§ Directions for this task: Copy each line below in which the word "meet" occurs.

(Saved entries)
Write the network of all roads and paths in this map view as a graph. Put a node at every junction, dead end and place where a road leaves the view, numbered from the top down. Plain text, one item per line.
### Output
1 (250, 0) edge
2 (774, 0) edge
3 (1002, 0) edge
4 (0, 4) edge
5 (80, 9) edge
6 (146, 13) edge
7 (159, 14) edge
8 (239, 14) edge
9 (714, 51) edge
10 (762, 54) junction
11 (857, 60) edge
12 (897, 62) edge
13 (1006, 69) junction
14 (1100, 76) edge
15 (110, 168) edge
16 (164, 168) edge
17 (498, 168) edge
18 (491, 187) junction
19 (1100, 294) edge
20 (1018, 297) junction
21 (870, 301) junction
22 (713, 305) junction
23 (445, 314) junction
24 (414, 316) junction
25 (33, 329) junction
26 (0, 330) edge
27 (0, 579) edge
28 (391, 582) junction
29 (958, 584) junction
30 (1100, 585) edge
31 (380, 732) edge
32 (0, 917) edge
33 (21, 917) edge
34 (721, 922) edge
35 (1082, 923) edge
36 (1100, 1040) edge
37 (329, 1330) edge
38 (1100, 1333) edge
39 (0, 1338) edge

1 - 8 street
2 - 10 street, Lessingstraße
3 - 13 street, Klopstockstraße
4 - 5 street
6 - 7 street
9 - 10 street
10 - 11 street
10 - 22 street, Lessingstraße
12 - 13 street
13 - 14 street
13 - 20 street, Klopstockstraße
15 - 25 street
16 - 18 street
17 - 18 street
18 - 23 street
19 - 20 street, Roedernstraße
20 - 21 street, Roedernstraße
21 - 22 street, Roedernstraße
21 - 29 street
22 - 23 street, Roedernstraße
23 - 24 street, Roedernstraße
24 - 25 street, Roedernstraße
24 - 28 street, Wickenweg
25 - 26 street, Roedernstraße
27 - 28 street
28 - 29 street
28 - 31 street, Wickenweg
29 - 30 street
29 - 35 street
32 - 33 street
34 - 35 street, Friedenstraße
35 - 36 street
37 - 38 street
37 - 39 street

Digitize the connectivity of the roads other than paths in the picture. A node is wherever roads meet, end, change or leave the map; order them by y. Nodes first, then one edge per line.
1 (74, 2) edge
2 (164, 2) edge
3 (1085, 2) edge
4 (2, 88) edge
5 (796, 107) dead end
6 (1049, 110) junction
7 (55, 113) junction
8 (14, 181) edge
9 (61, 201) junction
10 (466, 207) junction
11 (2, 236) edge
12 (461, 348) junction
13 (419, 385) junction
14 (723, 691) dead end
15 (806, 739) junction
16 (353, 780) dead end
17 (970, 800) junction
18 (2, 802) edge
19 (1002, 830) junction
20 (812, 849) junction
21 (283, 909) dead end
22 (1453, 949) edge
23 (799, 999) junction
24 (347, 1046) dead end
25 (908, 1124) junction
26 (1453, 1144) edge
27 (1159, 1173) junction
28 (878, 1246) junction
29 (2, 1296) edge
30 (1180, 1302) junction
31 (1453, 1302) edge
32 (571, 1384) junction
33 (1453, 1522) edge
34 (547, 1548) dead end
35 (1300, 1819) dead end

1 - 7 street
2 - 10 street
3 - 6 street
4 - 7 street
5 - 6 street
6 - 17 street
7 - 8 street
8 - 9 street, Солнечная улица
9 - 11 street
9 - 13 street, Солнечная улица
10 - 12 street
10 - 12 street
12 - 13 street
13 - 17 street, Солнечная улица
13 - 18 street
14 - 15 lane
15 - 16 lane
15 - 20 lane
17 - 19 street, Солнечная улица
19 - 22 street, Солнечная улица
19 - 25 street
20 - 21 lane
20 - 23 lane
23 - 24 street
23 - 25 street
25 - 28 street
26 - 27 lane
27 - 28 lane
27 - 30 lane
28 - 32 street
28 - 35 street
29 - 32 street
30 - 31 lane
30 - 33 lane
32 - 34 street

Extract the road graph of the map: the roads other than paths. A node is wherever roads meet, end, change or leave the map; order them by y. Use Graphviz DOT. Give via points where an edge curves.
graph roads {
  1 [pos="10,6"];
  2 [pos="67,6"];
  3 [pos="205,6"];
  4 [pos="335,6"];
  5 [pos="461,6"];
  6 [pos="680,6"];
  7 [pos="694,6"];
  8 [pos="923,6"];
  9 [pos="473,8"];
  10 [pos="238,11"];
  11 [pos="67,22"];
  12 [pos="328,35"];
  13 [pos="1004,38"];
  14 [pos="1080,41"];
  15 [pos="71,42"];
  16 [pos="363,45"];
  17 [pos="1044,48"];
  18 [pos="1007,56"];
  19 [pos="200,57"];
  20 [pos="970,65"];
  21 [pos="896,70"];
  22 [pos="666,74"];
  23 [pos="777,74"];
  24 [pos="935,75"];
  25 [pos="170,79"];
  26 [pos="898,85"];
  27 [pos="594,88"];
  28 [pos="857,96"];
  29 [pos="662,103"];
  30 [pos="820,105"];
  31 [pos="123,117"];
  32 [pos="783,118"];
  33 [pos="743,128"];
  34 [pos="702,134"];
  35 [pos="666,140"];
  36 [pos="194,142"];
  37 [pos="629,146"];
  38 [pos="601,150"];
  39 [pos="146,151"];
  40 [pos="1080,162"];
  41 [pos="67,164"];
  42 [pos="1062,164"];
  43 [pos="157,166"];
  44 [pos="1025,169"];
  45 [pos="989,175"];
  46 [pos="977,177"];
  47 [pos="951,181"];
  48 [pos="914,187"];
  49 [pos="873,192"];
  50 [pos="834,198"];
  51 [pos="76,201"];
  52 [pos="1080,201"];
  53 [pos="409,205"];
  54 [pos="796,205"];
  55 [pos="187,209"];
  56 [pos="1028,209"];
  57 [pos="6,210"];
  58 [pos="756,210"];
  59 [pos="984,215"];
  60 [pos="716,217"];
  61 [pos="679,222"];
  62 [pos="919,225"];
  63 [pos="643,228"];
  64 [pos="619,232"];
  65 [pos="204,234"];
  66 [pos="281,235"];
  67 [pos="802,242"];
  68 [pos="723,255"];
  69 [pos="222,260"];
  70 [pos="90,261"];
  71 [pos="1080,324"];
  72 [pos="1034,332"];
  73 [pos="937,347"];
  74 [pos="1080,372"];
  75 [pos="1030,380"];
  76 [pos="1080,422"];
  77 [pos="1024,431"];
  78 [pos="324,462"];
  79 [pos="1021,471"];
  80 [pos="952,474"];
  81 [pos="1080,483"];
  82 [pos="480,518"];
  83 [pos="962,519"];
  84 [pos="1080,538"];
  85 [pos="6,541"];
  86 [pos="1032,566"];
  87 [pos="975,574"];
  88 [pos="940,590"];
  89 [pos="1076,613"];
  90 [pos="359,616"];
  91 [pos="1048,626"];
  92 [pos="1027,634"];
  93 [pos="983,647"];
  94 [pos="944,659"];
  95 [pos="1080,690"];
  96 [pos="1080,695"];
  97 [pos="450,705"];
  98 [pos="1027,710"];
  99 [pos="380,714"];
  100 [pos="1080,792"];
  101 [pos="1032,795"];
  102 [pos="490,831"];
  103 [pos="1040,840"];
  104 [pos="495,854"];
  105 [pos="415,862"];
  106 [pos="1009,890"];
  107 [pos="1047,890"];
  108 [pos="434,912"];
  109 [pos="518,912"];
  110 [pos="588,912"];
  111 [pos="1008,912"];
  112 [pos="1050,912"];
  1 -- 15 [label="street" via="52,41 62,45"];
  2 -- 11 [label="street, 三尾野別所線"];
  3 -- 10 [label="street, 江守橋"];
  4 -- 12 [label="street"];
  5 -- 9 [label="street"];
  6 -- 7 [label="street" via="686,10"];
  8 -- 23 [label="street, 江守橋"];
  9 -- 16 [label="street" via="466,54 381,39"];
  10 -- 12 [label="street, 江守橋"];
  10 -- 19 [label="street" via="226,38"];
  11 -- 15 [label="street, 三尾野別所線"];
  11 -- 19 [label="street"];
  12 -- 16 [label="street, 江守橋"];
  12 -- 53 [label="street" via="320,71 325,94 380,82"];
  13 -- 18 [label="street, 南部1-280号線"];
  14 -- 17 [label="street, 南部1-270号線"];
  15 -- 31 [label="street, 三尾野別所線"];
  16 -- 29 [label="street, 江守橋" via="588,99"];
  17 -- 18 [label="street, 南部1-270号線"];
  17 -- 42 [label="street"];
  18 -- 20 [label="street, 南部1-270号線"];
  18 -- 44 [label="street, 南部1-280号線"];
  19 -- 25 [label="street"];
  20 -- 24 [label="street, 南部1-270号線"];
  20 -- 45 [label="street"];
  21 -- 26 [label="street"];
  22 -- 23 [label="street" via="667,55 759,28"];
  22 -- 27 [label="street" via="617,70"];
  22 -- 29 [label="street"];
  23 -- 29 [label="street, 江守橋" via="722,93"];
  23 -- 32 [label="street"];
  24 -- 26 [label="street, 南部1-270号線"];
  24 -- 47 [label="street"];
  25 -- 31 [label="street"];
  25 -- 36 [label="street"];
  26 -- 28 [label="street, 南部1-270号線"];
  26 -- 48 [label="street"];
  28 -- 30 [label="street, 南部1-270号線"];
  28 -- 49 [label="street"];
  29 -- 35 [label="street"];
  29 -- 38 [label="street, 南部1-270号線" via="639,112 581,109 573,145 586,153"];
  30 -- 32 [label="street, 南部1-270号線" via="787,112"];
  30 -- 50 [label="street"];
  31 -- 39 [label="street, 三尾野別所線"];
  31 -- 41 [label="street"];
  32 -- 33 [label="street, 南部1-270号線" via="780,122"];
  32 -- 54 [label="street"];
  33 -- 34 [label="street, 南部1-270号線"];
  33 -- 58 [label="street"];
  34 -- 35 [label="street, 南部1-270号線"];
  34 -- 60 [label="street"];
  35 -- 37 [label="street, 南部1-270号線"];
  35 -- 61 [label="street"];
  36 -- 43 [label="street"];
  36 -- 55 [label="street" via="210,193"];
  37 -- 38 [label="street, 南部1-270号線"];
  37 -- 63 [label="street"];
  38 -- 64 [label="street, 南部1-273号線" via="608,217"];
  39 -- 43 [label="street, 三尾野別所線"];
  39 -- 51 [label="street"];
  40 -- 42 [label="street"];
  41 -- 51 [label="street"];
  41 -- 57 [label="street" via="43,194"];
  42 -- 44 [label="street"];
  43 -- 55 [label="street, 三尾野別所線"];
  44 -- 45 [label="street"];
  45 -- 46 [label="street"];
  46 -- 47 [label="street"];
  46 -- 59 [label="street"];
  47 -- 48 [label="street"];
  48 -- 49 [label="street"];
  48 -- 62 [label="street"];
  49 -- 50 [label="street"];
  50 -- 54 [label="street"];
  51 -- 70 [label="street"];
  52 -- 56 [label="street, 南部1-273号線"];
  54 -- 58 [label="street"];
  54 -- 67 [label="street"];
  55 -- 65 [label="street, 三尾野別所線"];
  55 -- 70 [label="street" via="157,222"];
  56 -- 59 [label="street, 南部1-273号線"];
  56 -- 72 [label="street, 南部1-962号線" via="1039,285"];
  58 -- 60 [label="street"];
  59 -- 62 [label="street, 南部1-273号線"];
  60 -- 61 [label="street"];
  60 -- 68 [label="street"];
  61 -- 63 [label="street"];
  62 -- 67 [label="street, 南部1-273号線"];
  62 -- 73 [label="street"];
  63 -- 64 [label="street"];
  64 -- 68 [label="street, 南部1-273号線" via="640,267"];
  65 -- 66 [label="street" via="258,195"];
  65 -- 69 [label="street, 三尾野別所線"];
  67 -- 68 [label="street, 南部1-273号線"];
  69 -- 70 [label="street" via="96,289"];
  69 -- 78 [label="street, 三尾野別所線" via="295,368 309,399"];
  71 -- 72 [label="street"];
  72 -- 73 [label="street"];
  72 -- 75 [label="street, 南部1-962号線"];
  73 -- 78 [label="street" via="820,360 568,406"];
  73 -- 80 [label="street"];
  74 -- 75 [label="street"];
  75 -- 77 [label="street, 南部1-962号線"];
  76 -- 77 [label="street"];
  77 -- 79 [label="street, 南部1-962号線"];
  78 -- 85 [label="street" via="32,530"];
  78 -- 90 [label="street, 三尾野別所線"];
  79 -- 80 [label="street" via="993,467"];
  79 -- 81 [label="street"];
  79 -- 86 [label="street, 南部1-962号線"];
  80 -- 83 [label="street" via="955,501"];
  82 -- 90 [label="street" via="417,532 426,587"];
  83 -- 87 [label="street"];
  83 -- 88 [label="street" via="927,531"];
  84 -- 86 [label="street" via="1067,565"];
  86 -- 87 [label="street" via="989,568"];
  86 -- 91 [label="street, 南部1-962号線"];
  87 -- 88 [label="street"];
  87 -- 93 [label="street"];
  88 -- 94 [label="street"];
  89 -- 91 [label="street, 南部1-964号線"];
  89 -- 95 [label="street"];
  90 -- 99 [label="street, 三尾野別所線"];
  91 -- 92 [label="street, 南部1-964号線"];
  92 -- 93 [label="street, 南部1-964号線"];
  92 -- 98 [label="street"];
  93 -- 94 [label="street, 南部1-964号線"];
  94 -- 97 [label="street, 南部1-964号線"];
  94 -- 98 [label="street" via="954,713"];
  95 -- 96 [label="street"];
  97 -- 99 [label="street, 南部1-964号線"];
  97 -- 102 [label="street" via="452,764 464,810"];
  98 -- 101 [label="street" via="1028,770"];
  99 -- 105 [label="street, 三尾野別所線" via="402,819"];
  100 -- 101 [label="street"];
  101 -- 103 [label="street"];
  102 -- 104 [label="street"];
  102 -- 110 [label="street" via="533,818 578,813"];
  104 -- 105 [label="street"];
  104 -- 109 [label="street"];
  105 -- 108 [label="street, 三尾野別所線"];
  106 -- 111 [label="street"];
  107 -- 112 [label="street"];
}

§ Solution to this problem:
Digitize the connectivity of the roads other than paths in the picture. A node is wherever roads meet, end, change or leave the map; order them by y. Nodes first, then one edge per line.
Extract the road graph of the map: the roads other than paths. A node is wherever roads meet, end, change or leave the map; order them by y. Use Graphviz DOT. Give via points where an edge curves.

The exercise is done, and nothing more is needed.